[Exercise description]
Look through the entries below and count the lines that contain "ายนรส". Reply with that number only.

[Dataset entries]
****************
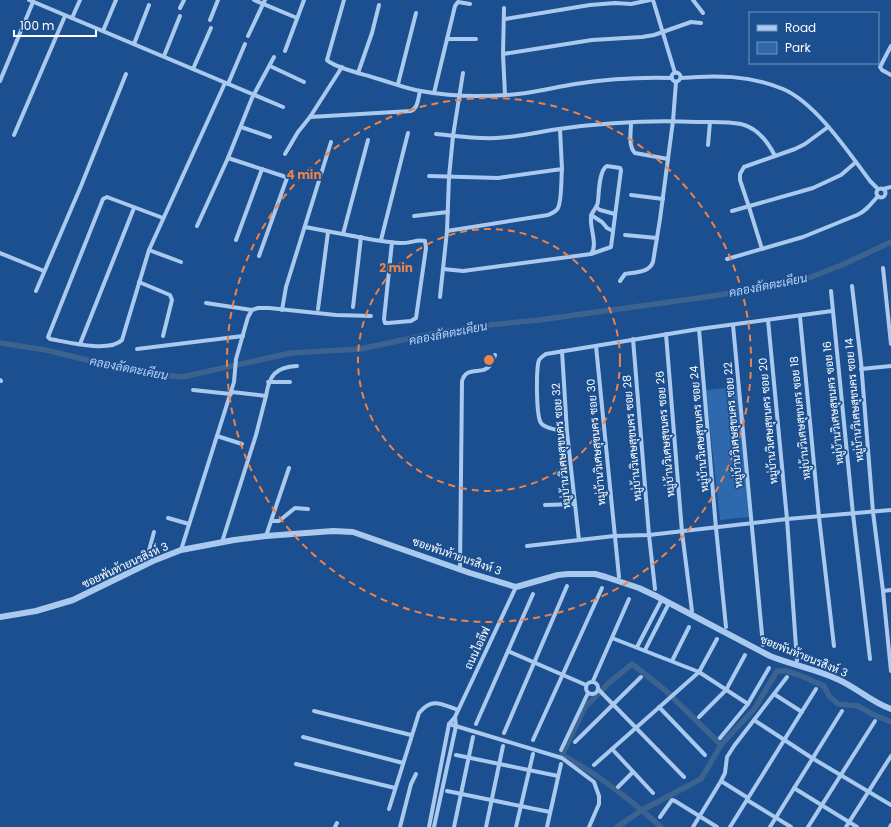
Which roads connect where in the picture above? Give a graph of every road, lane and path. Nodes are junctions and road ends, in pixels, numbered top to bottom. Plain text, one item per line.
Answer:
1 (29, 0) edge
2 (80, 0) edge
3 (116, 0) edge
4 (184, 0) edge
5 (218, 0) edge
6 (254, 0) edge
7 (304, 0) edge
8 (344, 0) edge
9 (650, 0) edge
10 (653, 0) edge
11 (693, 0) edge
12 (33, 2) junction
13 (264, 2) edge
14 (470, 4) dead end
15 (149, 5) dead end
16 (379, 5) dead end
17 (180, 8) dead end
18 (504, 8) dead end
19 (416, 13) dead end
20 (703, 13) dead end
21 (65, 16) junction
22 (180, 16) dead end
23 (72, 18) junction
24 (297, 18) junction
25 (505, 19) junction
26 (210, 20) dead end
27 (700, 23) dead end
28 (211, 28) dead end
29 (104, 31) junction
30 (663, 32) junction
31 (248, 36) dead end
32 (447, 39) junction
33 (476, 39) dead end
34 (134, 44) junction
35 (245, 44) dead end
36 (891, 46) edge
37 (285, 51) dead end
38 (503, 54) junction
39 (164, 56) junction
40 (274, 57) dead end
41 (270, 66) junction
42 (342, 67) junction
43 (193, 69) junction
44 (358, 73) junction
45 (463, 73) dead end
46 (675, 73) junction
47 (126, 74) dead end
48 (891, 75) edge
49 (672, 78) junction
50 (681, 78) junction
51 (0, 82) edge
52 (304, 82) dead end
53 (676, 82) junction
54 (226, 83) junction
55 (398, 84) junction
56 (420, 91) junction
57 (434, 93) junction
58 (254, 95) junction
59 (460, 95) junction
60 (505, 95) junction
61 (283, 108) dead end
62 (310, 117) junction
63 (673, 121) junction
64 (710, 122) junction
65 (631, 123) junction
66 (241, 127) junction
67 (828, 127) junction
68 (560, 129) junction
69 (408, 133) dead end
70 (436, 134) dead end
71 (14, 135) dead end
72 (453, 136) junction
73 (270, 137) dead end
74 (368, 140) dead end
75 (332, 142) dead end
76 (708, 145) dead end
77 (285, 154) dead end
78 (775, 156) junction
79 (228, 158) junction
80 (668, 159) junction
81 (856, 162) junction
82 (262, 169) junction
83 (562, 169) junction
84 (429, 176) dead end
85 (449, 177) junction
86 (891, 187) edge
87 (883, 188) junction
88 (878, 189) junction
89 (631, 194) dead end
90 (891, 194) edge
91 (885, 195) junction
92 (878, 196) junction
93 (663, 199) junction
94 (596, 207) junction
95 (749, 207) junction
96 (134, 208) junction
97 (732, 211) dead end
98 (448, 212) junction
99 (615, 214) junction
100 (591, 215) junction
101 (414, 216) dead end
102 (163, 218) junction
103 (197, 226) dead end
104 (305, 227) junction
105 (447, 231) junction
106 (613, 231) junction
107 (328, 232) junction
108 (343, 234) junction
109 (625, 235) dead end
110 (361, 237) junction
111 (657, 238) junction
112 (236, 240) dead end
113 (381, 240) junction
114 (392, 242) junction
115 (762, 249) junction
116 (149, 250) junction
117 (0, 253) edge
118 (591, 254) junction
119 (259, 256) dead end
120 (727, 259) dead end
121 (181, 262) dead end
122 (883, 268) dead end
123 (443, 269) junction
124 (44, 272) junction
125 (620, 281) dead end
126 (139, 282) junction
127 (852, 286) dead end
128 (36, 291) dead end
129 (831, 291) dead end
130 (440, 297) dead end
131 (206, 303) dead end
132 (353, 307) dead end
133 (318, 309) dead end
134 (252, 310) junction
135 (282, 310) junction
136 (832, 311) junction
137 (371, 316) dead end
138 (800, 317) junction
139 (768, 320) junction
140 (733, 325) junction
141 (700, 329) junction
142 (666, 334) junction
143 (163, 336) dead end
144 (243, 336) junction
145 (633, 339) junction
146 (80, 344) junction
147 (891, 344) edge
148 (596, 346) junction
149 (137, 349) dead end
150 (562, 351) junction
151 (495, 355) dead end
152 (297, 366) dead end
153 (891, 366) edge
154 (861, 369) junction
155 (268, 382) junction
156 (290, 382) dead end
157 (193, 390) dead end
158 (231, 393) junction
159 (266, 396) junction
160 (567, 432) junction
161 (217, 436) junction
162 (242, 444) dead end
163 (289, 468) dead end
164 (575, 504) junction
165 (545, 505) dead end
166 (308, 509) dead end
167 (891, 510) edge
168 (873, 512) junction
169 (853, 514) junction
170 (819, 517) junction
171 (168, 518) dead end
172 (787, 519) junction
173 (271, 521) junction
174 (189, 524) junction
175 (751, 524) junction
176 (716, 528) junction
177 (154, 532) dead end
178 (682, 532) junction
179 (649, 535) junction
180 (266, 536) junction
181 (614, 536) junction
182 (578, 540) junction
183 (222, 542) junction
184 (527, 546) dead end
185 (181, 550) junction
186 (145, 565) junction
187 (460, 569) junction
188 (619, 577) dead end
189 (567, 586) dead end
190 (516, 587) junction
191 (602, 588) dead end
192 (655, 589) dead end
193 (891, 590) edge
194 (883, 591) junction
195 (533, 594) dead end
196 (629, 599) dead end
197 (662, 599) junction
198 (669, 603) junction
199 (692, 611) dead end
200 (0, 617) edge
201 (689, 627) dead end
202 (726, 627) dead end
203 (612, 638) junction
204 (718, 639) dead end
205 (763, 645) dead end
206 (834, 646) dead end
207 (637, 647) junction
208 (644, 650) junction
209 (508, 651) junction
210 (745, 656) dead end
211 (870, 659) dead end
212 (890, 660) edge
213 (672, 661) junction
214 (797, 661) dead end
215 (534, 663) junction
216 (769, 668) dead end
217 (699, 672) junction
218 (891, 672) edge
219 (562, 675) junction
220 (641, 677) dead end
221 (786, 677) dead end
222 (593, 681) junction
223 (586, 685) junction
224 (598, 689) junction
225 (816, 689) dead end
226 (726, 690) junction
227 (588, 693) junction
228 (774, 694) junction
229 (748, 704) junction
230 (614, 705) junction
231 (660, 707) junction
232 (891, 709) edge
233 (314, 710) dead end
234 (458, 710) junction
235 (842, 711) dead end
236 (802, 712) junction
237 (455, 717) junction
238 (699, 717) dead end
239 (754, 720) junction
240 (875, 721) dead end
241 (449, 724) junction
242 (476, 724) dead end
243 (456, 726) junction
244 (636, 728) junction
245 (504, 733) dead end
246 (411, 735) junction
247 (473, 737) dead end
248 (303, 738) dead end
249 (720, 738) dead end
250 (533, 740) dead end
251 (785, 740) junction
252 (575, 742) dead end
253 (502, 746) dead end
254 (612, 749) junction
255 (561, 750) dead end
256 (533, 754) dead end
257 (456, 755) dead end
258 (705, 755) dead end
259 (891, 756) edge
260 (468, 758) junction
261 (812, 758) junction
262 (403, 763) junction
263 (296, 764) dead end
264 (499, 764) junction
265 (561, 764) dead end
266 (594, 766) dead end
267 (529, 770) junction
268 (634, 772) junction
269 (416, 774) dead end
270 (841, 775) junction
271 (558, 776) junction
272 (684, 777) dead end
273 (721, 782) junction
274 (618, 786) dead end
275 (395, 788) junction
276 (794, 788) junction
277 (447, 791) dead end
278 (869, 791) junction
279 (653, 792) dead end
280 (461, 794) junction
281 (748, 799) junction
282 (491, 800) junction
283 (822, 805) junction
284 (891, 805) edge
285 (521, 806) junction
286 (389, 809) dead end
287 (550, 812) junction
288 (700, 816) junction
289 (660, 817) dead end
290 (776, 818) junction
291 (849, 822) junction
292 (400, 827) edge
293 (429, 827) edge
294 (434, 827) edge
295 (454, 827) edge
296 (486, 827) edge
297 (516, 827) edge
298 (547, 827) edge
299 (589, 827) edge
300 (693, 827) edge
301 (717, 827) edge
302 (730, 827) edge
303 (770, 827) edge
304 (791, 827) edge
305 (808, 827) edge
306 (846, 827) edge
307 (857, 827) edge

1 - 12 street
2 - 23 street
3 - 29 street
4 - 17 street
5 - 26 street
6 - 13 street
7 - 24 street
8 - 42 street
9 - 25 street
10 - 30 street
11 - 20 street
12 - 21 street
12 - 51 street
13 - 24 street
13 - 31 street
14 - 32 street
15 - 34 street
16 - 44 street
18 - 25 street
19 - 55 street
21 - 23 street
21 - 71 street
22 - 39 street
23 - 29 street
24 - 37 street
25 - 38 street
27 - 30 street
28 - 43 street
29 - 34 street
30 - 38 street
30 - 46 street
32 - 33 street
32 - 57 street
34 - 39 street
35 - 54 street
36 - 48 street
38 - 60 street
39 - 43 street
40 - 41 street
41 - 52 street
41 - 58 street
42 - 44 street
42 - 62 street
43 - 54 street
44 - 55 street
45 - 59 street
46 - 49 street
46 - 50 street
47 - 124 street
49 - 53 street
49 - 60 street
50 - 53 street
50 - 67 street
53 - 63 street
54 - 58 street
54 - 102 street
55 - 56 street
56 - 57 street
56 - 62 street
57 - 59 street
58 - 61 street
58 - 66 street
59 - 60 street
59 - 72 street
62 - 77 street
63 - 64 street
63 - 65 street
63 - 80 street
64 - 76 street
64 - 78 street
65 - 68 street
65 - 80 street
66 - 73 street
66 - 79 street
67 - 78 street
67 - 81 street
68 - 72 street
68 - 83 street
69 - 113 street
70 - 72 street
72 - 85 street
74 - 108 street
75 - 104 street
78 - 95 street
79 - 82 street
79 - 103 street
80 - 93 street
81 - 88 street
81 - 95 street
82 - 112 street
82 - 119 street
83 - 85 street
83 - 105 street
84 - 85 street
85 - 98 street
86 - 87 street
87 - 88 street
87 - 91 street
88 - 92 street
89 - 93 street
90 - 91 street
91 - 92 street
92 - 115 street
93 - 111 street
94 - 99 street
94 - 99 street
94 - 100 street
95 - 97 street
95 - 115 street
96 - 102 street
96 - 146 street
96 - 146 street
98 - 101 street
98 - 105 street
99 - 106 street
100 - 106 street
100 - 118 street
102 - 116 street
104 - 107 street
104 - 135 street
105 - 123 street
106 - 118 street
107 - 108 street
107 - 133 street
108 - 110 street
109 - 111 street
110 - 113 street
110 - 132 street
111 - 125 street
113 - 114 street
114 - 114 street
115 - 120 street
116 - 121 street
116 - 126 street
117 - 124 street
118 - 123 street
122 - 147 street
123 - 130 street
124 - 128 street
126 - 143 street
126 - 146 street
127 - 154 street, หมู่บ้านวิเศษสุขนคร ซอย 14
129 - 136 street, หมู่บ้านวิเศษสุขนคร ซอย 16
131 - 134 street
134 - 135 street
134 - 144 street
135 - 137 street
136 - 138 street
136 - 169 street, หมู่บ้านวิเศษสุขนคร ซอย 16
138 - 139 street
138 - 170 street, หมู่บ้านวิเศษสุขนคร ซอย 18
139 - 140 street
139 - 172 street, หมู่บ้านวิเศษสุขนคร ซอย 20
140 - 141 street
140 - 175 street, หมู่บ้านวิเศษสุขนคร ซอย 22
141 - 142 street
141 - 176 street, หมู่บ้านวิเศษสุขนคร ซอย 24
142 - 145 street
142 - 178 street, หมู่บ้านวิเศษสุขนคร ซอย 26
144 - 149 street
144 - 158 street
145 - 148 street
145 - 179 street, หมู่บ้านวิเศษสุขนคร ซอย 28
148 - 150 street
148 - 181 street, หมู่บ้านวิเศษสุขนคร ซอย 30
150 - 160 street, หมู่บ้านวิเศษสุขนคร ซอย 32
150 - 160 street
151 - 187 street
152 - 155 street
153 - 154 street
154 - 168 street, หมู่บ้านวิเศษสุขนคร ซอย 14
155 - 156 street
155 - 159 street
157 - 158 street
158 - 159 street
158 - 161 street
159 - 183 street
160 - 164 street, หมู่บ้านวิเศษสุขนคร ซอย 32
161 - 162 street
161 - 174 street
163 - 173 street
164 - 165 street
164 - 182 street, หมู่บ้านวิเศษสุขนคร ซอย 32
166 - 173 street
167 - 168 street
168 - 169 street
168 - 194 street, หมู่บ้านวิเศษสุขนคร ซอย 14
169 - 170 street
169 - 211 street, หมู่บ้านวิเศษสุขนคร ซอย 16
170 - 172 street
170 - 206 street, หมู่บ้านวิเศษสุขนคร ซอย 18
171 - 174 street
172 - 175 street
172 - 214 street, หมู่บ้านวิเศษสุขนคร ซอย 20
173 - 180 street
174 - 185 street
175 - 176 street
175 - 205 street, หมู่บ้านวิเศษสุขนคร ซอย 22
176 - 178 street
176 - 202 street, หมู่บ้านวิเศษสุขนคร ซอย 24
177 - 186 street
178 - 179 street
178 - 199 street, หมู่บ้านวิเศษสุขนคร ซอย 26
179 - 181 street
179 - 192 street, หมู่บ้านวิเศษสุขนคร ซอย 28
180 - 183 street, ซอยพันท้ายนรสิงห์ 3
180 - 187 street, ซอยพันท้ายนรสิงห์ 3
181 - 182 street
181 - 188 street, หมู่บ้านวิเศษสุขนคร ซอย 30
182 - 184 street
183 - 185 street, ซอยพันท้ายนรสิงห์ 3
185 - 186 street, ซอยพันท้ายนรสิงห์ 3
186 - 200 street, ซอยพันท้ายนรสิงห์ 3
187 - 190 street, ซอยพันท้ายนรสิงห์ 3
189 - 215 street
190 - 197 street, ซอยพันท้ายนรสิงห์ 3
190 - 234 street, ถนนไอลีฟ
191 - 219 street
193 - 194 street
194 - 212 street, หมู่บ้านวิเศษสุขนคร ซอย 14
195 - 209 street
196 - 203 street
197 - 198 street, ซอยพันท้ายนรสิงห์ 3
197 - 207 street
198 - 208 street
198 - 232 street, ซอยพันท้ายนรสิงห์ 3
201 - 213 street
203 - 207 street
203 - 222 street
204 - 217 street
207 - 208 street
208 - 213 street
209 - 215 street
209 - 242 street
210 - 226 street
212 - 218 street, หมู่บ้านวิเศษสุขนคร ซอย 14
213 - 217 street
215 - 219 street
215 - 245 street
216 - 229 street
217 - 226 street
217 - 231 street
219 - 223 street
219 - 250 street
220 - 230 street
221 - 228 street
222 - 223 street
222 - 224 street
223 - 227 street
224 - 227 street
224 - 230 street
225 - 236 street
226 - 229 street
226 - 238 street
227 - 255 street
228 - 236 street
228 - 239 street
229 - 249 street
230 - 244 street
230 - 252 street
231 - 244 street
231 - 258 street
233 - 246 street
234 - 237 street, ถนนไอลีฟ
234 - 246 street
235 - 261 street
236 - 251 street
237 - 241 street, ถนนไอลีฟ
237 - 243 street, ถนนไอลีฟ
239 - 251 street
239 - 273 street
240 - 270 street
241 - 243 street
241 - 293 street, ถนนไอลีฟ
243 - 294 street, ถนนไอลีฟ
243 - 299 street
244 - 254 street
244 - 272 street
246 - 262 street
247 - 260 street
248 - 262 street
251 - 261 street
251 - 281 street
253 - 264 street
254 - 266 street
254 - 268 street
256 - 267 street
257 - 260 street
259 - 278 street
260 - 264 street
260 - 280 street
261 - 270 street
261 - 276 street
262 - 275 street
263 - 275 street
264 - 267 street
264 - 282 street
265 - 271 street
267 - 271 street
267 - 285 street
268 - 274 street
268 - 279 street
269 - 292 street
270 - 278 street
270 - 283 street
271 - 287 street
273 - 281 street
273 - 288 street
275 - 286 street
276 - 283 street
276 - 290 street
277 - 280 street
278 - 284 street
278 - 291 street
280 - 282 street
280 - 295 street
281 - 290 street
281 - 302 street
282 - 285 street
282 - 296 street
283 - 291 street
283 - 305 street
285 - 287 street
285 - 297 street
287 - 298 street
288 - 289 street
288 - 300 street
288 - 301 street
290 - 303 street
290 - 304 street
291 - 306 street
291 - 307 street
****************
[Response area]
9